PETERS v. STATEAnnotate this Case
PETERS v. STATE
1973 OK CR 443
516 P.2d 1372
Case Number: F-73-233
Oklahoma Court of Criminal Appeals
Appeal from District Court, Oklahoma County; Carmon Harris, Judge.
Windsom Peters, a/k/a Winsom Peters, a/k/a Bobby Joe Peters, a/k/a Winston Christopher Peters, appellant, was convicted for the offense of Burglary in the Second Degree, After Former Conviction of a Felony; his punishment was fixed at a term of thirty-five (35) years imprisonment, and he appeals. Judgment and sentence affirmed.
Don Anderson, Public Defender, Oklahoma County, for appellant.
Larry Derryberry, Atty. Gen., Kenneth L. Delashaw, Jr., Asst. Atty. Gen., for appellee.

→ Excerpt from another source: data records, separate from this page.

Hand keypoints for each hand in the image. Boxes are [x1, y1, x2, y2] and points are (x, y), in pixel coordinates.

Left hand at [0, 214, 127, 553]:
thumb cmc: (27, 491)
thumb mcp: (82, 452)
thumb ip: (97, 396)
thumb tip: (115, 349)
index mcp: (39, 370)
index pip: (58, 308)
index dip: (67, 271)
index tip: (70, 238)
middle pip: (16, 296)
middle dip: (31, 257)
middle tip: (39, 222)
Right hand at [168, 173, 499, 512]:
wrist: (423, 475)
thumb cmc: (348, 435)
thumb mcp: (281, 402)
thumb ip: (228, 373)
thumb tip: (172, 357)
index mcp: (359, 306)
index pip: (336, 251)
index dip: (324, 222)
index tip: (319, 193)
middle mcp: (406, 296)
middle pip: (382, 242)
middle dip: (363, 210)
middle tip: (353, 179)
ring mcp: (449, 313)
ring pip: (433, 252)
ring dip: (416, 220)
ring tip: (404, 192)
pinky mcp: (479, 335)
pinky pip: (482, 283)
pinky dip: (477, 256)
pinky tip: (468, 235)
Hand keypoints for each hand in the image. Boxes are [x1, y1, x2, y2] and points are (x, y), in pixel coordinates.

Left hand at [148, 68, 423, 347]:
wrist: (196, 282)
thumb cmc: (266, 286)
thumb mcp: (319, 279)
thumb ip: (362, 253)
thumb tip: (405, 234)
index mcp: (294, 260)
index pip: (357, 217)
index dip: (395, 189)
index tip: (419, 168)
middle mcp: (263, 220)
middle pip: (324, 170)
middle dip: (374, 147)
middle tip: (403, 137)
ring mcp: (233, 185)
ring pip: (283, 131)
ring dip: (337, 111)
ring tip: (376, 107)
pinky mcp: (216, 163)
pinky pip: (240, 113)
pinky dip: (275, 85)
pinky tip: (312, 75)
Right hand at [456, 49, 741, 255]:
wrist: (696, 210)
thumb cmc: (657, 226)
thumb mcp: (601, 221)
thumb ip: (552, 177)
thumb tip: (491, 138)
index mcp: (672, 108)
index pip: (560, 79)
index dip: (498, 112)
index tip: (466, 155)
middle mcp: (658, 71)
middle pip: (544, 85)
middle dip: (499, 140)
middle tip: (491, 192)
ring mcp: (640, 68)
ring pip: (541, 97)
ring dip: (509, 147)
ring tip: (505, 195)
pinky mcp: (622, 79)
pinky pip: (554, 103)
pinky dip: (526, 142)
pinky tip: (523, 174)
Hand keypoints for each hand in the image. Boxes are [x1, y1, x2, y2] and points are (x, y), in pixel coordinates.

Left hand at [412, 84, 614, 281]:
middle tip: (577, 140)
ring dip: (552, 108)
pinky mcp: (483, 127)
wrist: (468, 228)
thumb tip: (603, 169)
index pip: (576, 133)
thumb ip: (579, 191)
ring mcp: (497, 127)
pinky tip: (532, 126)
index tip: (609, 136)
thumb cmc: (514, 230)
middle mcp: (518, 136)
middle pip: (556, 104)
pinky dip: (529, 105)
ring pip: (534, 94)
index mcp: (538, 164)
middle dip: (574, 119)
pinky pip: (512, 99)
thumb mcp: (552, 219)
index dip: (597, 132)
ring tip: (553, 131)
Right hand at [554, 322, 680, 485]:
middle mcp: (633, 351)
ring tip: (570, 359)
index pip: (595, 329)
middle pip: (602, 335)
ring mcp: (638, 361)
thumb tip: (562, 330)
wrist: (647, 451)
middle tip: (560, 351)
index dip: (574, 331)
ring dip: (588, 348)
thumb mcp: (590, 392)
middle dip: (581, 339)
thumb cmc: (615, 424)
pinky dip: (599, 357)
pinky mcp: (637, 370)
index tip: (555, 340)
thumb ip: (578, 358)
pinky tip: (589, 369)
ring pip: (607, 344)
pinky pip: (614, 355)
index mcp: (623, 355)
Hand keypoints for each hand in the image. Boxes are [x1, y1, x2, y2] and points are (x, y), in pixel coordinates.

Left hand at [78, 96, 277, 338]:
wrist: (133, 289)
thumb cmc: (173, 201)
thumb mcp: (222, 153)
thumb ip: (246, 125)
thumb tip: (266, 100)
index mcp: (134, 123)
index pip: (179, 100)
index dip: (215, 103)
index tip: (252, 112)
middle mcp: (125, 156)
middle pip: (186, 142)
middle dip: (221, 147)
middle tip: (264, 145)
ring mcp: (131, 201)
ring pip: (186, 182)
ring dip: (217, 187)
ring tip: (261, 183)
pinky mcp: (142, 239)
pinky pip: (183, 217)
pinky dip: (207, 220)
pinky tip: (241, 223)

¶1 Appellant, Windsom Peters, a/k/a Winsom Peters, a/k/a Bobby Joe Peters, a/k/a Winston Christopher Peters, hereinafter referred to as defendant, was charged, tried, and convicted in the District Court, Oklahoma County, Case No. CRF-72-2720, for the offense of Burglary in the Second Degree, After Former Conviction of a Felony; his punishment was fixed at a term of thirty-five (35) years imprisonment, and from said judgment and sentence a timely appeal has been perfected to this Court.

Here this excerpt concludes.